--- Data records ---

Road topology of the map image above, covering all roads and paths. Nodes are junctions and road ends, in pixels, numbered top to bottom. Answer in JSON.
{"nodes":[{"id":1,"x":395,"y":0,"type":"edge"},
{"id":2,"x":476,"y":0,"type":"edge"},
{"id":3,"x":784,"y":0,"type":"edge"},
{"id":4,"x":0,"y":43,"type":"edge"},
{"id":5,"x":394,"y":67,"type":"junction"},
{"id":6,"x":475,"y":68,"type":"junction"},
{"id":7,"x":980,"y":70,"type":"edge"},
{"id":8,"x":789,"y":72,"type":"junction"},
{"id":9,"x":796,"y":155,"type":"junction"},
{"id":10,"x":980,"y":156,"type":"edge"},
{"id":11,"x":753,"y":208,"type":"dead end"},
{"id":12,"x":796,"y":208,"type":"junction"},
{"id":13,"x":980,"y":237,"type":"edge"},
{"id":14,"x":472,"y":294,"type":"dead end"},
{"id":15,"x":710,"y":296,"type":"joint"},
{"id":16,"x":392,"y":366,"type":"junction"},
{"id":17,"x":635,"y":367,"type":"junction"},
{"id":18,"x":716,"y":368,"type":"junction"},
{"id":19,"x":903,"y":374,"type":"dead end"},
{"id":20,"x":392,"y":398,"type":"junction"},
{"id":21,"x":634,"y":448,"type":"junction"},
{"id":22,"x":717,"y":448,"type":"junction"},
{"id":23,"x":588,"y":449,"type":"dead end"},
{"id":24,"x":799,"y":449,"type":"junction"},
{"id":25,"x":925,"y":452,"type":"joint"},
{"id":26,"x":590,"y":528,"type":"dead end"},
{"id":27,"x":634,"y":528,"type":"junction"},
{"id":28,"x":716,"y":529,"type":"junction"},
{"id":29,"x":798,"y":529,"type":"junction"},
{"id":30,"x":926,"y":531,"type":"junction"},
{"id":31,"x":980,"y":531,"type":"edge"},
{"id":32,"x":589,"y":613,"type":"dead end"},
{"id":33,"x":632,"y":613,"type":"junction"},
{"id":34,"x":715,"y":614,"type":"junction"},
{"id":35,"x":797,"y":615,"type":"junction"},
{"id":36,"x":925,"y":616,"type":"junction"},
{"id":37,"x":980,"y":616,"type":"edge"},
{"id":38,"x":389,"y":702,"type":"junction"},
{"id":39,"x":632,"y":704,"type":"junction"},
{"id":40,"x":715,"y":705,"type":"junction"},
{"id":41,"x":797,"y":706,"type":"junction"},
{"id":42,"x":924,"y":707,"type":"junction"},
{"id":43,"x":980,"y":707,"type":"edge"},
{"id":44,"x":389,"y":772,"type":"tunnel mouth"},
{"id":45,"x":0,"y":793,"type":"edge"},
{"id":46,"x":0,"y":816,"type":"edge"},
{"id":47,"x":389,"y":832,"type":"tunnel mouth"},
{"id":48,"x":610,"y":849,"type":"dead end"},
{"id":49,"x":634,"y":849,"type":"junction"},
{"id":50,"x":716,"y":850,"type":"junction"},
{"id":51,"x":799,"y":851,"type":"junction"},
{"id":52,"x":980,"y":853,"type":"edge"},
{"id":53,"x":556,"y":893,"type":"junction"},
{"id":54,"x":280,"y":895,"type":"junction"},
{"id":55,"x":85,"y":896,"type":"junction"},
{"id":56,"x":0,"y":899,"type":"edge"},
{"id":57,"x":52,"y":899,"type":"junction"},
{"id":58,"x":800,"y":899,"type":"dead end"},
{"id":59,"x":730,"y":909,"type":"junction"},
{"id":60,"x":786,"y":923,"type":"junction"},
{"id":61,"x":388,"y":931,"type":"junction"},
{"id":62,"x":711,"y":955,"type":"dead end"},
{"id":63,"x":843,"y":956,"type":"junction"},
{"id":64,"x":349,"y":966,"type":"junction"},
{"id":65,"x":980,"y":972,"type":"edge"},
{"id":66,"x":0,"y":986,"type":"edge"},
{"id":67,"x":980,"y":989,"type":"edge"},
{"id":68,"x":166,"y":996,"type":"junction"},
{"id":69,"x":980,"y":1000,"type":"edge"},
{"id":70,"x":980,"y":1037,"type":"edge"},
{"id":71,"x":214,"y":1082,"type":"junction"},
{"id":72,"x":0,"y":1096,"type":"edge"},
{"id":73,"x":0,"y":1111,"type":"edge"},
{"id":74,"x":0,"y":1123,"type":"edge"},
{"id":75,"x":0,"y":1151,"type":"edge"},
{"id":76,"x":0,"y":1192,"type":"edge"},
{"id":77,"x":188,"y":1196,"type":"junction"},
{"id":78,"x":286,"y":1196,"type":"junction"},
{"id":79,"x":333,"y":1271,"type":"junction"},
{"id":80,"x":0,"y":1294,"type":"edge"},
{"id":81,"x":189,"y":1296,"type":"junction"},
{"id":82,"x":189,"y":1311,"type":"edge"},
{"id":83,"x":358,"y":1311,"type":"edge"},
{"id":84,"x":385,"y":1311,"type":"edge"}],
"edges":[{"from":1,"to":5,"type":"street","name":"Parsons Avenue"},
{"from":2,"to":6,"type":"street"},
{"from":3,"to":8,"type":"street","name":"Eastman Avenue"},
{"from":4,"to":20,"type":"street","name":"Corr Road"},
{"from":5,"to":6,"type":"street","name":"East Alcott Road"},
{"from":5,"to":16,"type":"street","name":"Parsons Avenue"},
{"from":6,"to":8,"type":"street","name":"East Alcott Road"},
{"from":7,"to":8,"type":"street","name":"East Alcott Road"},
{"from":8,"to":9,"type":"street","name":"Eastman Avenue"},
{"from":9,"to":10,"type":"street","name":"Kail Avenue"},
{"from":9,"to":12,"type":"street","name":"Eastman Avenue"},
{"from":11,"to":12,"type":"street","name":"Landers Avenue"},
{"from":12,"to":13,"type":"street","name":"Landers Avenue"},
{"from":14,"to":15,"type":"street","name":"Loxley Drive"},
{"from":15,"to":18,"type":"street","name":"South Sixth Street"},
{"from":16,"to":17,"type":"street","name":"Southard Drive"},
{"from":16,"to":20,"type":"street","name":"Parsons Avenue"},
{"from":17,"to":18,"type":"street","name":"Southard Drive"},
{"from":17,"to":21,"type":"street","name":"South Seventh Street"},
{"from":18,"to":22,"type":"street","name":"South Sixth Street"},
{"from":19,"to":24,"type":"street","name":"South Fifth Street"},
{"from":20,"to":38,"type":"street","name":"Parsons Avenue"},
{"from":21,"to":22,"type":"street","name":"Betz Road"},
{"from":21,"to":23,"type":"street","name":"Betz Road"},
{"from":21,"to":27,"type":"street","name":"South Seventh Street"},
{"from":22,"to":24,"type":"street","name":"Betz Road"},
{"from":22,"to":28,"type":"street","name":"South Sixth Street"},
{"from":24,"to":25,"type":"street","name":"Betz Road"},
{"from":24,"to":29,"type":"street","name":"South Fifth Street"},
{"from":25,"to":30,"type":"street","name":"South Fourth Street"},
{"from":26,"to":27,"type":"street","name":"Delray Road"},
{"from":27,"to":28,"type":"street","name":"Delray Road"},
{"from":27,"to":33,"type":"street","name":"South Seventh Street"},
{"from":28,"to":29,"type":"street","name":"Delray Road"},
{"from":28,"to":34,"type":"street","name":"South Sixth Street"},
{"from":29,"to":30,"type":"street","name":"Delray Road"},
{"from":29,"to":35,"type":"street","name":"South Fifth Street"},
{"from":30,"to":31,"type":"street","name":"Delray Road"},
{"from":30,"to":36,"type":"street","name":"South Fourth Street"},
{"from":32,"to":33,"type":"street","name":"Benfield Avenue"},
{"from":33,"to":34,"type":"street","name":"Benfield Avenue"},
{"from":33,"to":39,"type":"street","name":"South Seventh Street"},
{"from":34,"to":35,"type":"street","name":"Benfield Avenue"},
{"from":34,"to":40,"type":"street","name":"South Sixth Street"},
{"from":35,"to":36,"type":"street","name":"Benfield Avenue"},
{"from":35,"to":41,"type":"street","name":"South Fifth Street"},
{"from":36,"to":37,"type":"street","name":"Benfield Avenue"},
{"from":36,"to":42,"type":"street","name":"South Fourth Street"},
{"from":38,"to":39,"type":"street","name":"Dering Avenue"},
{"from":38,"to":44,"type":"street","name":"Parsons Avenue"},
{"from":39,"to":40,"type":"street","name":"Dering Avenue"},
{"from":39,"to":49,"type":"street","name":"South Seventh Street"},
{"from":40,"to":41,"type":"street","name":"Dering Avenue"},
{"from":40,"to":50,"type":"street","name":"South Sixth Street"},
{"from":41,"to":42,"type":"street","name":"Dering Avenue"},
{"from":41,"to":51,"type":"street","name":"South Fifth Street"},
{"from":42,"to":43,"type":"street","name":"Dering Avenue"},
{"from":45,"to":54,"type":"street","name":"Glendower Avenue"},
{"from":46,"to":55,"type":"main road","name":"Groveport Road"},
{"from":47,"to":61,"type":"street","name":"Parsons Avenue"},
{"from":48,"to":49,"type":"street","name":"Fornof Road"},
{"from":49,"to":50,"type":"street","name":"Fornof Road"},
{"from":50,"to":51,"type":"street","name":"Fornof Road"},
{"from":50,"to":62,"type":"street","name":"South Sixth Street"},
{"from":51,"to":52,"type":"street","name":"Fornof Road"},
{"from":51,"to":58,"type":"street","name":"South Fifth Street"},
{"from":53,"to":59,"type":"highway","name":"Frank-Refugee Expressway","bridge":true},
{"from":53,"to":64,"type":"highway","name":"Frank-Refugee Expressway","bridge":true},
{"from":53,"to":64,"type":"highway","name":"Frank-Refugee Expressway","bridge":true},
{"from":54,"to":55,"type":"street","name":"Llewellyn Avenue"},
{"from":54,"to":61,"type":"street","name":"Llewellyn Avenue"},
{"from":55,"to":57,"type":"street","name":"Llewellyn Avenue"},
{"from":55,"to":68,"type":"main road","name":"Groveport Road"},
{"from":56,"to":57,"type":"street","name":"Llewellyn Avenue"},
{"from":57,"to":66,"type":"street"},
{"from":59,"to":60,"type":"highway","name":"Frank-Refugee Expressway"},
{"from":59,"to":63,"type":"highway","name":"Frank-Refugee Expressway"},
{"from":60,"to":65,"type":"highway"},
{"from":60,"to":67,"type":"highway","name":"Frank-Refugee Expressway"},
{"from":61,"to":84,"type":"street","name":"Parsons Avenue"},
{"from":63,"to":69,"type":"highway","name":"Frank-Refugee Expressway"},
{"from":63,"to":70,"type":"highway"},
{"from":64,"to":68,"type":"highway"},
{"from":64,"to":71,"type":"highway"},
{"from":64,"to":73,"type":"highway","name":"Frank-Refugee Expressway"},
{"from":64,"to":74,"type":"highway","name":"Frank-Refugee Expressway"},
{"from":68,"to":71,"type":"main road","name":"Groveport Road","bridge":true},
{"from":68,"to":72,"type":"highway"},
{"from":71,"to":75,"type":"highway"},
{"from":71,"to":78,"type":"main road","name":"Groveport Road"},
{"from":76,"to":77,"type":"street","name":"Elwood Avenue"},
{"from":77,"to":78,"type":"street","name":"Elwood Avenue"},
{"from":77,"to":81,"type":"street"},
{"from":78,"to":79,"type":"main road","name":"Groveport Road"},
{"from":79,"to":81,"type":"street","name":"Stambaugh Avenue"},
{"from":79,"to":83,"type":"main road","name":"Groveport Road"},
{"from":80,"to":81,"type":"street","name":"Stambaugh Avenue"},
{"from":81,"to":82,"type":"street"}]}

---

## Aim of the task:
For the string "Dering", give the number of lines in the data that contain it, and only that number.

## Result for this exercise:
5